### Data shown
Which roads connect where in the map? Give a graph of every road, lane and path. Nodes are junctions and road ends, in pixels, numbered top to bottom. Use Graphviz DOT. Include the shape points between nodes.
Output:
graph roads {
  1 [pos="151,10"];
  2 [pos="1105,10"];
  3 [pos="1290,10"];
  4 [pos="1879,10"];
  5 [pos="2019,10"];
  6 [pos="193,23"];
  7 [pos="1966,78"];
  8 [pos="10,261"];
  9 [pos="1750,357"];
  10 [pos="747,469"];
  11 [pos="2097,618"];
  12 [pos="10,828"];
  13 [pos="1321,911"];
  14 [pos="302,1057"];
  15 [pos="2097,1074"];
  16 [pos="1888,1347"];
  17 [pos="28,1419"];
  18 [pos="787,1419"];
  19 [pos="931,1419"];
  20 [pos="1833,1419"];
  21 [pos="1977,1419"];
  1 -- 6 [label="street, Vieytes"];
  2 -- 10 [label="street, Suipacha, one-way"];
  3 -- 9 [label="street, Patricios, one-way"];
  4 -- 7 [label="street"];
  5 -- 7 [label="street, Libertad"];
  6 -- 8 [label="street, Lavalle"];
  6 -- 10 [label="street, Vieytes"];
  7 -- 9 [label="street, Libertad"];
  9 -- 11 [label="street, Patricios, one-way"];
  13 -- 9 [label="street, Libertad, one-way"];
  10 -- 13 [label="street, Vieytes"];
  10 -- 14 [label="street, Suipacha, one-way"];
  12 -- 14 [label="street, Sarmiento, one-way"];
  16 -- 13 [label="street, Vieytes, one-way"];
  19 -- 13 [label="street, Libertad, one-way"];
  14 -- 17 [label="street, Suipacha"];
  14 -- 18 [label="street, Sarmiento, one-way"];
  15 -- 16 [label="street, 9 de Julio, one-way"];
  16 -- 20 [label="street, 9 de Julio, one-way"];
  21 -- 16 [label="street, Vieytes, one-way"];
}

### What to work on
Could you copy out all of the records above exactly?

### Written solution
Which roads connect where in the map? Give a graph of every road, lane and path. Nodes are junctions and road ends, in pixels, numbered top to bottom. Use Graphviz DOT. Include the shape points between nodes.
Output:
graph roads {
  1 [pos="151,10"];
  2 [pos="1105,10"];
  3 [pos="1290,10"];
  4 [pos="1879,10"];
  5 [pos="2019,10"];
  6 [pos="193,23"];
  7 [pos="1966,78"];
  8 [pos="10,261"];
  9 [pos="1750,357"];
  10 [pos="747,469"];
  11 [pos="2097,618"];
  12 [pos="10,828"];
  13 [pos="1321,911"];
  14 [pos="302,1057"];
  15 [pos="2097,1074"];
  16 [pos="1888,1347"];
  17 [pos="28,1419"];
  18 [pos="787,1419"];
  19 [pos="931,1419"];
  20 [pos="1833,1419"];
  21 [pos="1977,1419"];
  1 -- 6 [label="street, Vieytes"];
  2 -- 10 [label="street, Suipacha, one-way"];
  3 -- 9 [label="street, Patricios, one-way"];
  4 -- 7 [label="street"];
  5 -- 7 [label="street, Libertad"];
  6 -- 8 [label="street, Lavalle"];
  6 -- 10 [label="street, Vieytes"];
  7 -- 9 [label="street, Libertad"];
  9 -- 11 [label="street, Patricios, one-way"];
  13 -- 9 [label="street, Libertad, one-way"];
  10 -- 13 [label="street, Vieytes"];
  10 -- 14 [label="street, Suipacha, one-way"];
  12 -- 14 [label="street, Sarmiento, one-way"];
  16 -- 13 [label="street, Vieytes, one-way"];
  19 -- 13 [label="street, Libertad, one-way"];
  14 -- 17 [label="street, Suipacha"];
  14 -- 18 [label="street, Sarmiento, one-way"];
  15 -- 16 [label="street, 9 de Julio, one-way"];
  16 -- 20 [label="street, 9 de Julio, one-way"];
  21 -- 16 [label="street, Vieytes, one-way"];
}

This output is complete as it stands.